I used pandas for data parsing:

stations = [21413, 21414,   21415,   21416,   21417,   21418,   21419,   21420]

maximums = []

for station in stations:
  for year in range(2010, 2018):
    try:
      filename = f'https://www.ndbc.noaa.gov/view_text_file.php?filename={station}t{year}.txt.gz&dir=data/historical/dart/'
      df = pd.read_csv(filename, sep='\s+',header=None,skiprows=2, names=['height'],usecols=[7]).query('height != 9999.0').max()[0]
      maximums.append(df)
    except:
      print(f'Missing: station {station}, year: {year}')
      continue
It reported missing following datafiles:

Output:
Missing: station 21413, year: 2016 Missing: station 21417, year: 2010 Missing: station 21417, year: 2011 Missing: station 21417, year: 2012 Missing: station 21417, year: 2013 Missing: station 21417, year: 2014 Missing: station 21417, year: 2015 Missing: station 21417, year: 2016 Missing: station 21417, year: 2017 Missing: station 21420, year: 2010 Missing: station 21420, year: 2011 Missing: station 21420, year: 2012 Missing: station 21420, year: 2013 Missing: station 21420, year: 2014 Missing: station 21420, year: 2015 Missing: station 21420, year: 2016 Missing: station 21420, year: 2017
This code collected data from 47 files (took maybe 20-30 seconds) and maximum value among them was 5876.116.

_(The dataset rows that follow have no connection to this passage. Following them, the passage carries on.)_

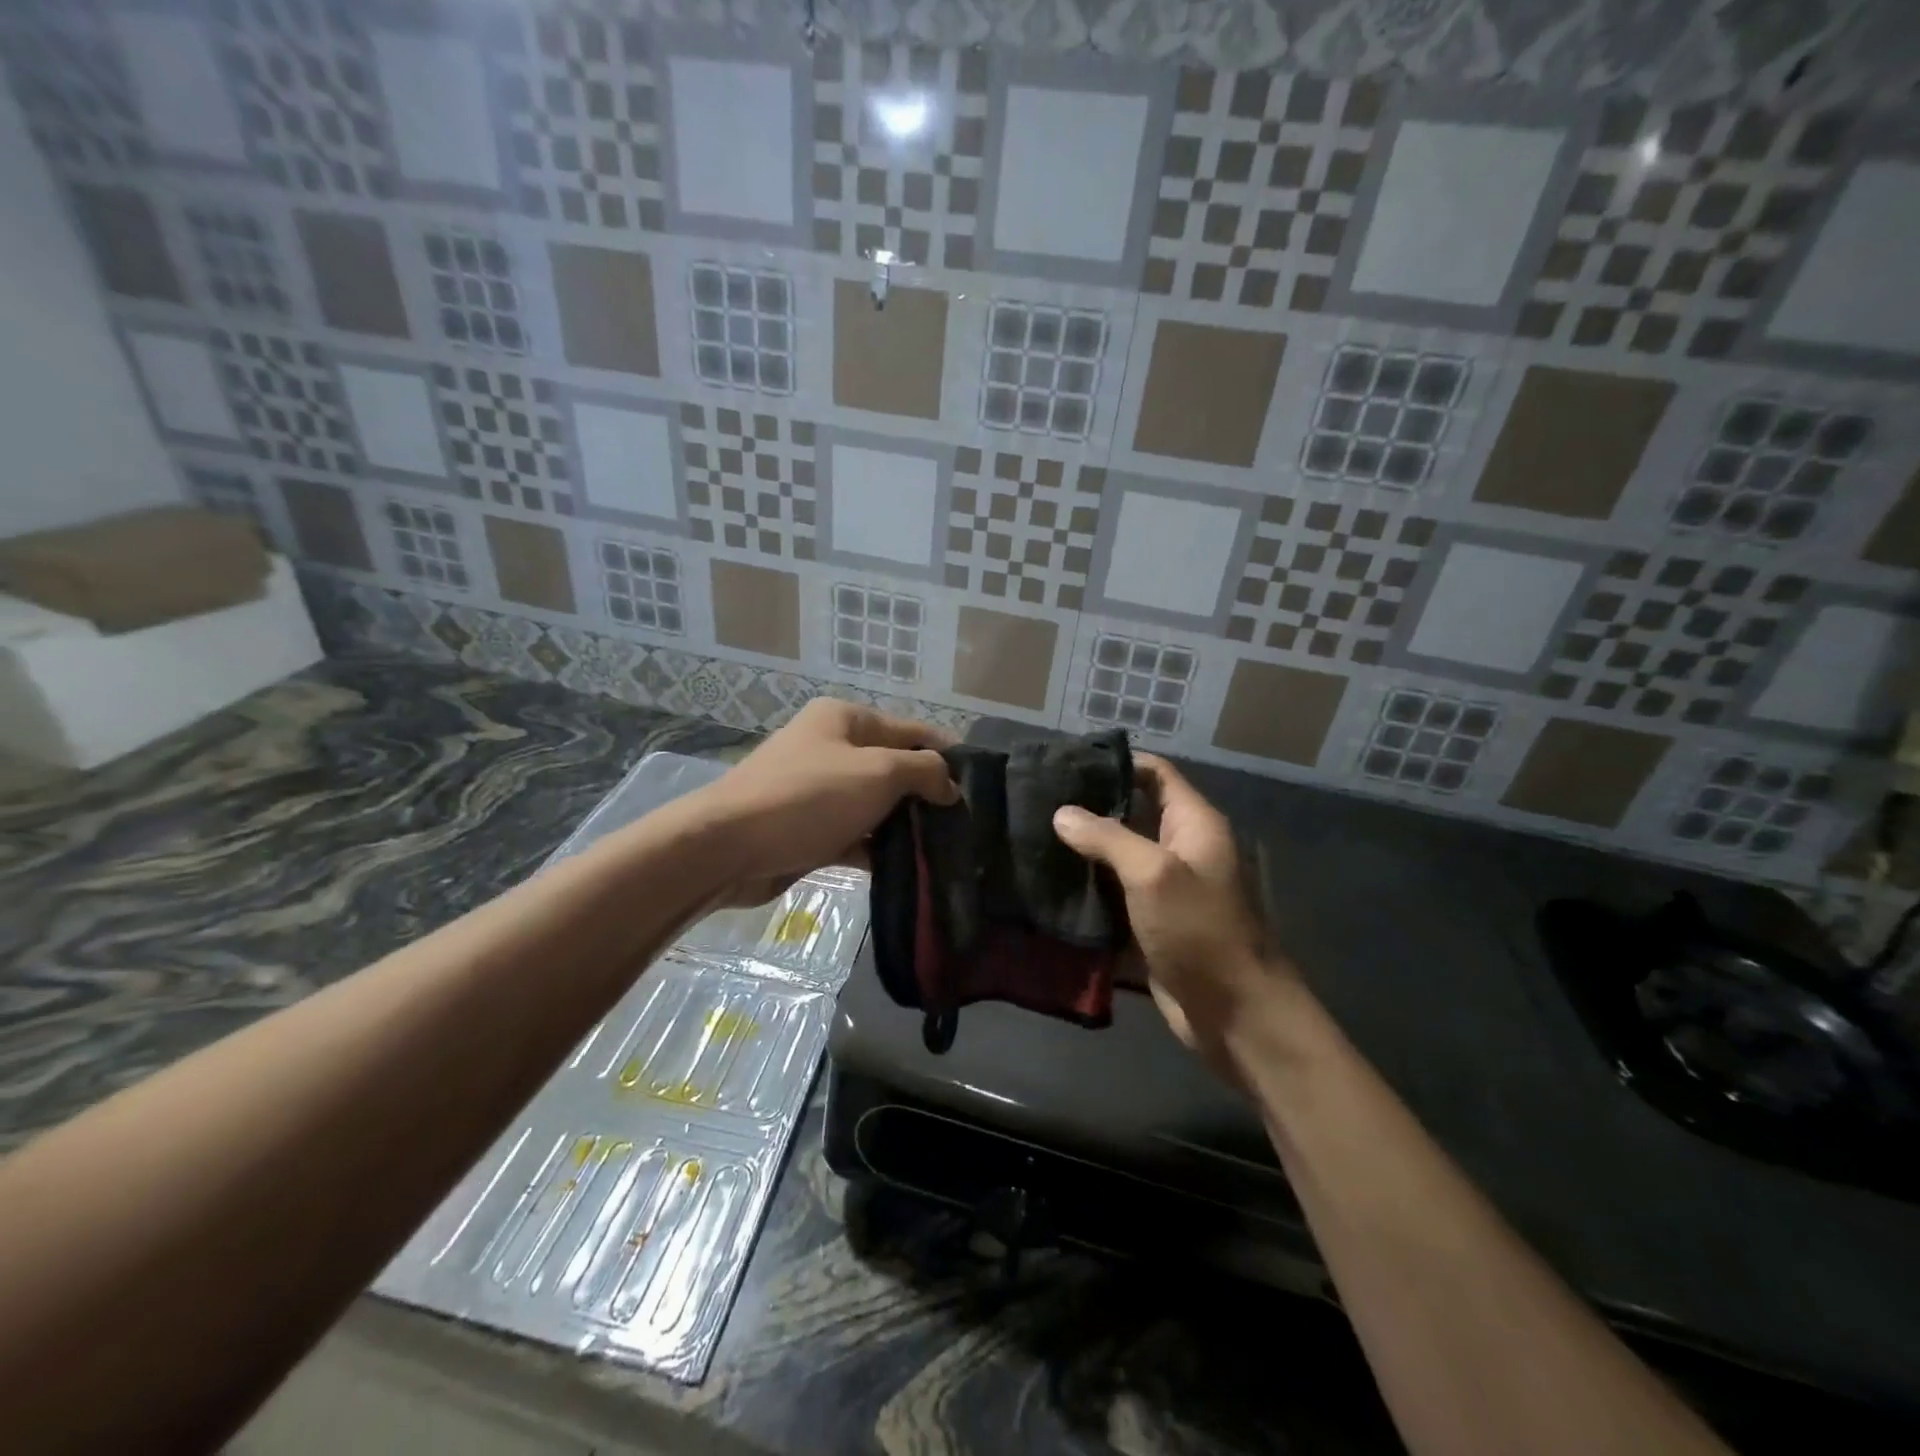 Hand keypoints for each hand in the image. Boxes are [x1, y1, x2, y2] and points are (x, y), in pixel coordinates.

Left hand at [684, 699, 958, 904]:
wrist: (727, 847)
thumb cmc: (809, 797)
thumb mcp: (878, 772)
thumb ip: (923, 771)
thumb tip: (950, 784)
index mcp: (846, 719)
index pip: (912, 730)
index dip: (948, 754)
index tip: (980, 785)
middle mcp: (832, 747)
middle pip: (894, 768)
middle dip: (927, 794)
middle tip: (966, 824)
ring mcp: (818, 790)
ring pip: (875, 805)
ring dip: (904, 825)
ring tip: (945, 849)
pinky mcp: (809, 828)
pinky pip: (855, 834)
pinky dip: (877, 848)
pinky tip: (907, 868)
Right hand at [1052, 754, 1291, 1060]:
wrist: (1234, 1014)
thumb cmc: (1200, 931)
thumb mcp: (1154, 874)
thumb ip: (1107, 838)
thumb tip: (1062, 813)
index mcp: (1192, 825)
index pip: (1154, 773)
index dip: (1116, 762)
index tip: (1066, 762)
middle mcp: (1179, 849)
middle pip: (1131, 813)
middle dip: (1088, 808)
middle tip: (1036, 802)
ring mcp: (1163, 889)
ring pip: (1116, 857)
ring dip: (1081, 851)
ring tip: (1031, 838)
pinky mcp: (1148, 923)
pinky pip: (1112, 896)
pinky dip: (1085, 891)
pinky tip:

Is this something you could take advantage of?


RE: How to automate list separation. NOOB - LobateScarp - Sep-23-2019

That looks very promising.
An enormous thank you Big Grin Dance Heart for the work you put into this. I'm looking forward to trying it out. I will advise.

>>> stations = [21413, 21414,   21415,   21416,   21417,   21418,   21419,   21420]
 
maximums = []
 
for station in stations:
  for year in range(2010, 2018):
    try:
      filename = f'https://www.ndbc.noaa.gov/view_text_file.php?filename={station}t{year}.txt.gz&dir=data/historical/dart/'
      df = pd.read_csv(filename, sep='\s+',header=None,skiprows=2, names=['height'],usecols=[7]).query('height != 9999.0').max()[0]
      maximums.append(df)
    except:
      print(f'Missing: station {station}, year: {year}')
      continue
SyntaxError: multiple statements found while compiling a single statement
I seem to be getting this syntax error often. I'm using Python 3.6.8. It did this when I tried some code in an exercise and I don't know why.


RE: How to automate list separation. NOOB - perfringo - Sep-24-2019

There is missing import: import pandas as pd and this assumes that pandas and all dependencies are installed.

I shared a Jupyter Notebook in Google Colab which you should be able to run, edit and download either as notebook or .py file: buoys.ipynb


RE: How to automate list separation. NOOB - LobateScarp - Sep-24-2019

Seems to have worked like a charm!
Thanks a ton. I owe you a steak. :D
I put in all the station names and adjusted the date range.
I still have to go through it all and separate the maxvalues into their respective stations.
Just one question: can I just substitute min wherever it says max and run it again for min values... or add a line of code for minvalues and run it again? Would they be identical otherwise?


RE: How to automate list separation. NOOB - LobateScarp - Sep-24-2019

Yeah, I tried it. It's good.
minvalues aren't very helpful, lots of anomalies.